抗菌薬を中心に、1次除菌や2次除菌を行う

ピロリ菌の感染が判明した場合は、除菌治療を行います。治療には、「アモキシシリン」「クラリスロマイシン」 という2種類の抗菌薬と、胃酸の分泌を抑える「プロトポンプ阻害薬」を各1日2回、7日間服用して、除菌を行います。 この1次除菌で、7~8割の人が除菌に成功します。
1次除菌で成功しなかった場合には2次除菌を行います。
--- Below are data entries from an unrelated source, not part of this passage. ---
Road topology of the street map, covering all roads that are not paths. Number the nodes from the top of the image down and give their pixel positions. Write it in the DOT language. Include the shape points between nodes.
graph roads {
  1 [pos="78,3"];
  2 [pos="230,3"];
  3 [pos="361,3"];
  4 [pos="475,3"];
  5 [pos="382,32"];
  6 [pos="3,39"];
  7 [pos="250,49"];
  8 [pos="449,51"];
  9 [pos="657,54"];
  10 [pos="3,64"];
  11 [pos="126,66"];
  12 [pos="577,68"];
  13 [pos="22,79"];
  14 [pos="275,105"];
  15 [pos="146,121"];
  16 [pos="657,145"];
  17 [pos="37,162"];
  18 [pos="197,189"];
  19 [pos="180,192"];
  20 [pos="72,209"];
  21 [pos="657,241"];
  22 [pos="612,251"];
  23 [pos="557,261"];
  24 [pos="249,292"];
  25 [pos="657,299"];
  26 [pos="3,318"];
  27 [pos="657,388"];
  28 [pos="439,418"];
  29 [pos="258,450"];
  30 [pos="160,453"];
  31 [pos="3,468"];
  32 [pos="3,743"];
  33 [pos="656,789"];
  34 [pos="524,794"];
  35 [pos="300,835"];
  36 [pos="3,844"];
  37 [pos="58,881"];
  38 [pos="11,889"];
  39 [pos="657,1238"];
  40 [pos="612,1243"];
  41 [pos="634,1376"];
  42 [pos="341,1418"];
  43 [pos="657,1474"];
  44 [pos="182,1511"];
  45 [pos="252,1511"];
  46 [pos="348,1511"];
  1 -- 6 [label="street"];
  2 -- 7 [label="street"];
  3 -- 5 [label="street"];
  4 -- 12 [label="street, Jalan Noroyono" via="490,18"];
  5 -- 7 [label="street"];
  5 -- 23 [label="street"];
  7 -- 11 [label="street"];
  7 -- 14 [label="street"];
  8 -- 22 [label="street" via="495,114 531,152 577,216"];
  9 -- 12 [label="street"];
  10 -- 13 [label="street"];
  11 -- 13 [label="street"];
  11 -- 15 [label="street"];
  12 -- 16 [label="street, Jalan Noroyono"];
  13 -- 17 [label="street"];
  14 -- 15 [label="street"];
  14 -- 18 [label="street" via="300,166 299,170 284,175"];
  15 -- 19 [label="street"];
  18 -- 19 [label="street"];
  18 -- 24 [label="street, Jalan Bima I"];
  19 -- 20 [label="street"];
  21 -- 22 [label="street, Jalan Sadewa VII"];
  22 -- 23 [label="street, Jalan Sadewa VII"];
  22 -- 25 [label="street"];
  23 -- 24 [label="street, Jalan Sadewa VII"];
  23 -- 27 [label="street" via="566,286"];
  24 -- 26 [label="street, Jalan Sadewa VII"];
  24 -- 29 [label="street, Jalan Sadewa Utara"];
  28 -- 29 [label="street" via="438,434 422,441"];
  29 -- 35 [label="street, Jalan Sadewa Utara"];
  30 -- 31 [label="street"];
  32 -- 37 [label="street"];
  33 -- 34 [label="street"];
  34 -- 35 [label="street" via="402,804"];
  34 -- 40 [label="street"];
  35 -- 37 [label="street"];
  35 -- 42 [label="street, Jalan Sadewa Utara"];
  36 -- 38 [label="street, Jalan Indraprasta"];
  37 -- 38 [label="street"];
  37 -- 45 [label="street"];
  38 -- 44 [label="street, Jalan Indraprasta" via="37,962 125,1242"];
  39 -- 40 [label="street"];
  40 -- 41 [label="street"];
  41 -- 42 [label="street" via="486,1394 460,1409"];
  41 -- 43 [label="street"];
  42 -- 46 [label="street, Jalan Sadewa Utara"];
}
1次除菌で使用したアモキシシリンとプロとポンプ阻害薬は そのまま使い続け、クラリスロマイシンを「メトロニダゾール」に替えて、1日2回、7日間服用します。 2次除菌により、1次除菌と併せて95%以上の人が除菌に成功します。

●薬の副作用

抗菌薬を用いると、ピロリ菌だけでなく、大腸の中にいる良い働きをする細菌まで除菌されます。 そのため、約3割の人に「軟便」や「下痢」などの副作用が現れます。しかし、薬の服用をやめれば元に戻りますので、 期間中は治療を続けます。ただし、アモキシシリンはペニシリン系の抗菌薬なので、ペニシリンに対してアレルギー反応を 起こす人は、「アナフィラキシーショック」などの重篤な症状を起こしたり、血便を伴う「出血性大腸炎」 を起こしたりすることがごくまれにあります。アレルギーのある人は、事前に医師に伝えることが重要です。 血便が見られた場合は、すぐに治療を中止して、担当医を受診します。 また、除菌治療を行った段階で、既に目に見えないがんが存在している可能性は否定できません。 除菌に成功したとしても、胃がんの予防は完全にはできないことを認識する必要があります。

ピロリ感染胃炎の治療が健康保険の定期ようになったことで、胃がんの最大の原因であるピロリ菌を早い段階で除菌しやすくなり、 胃癌を起こすリスクを大幅に下げることが可能になったといえます。胃の痛みやもたれなどが気になる人は、 積極的に医療機関を受診し、検査を受けるようにしてください。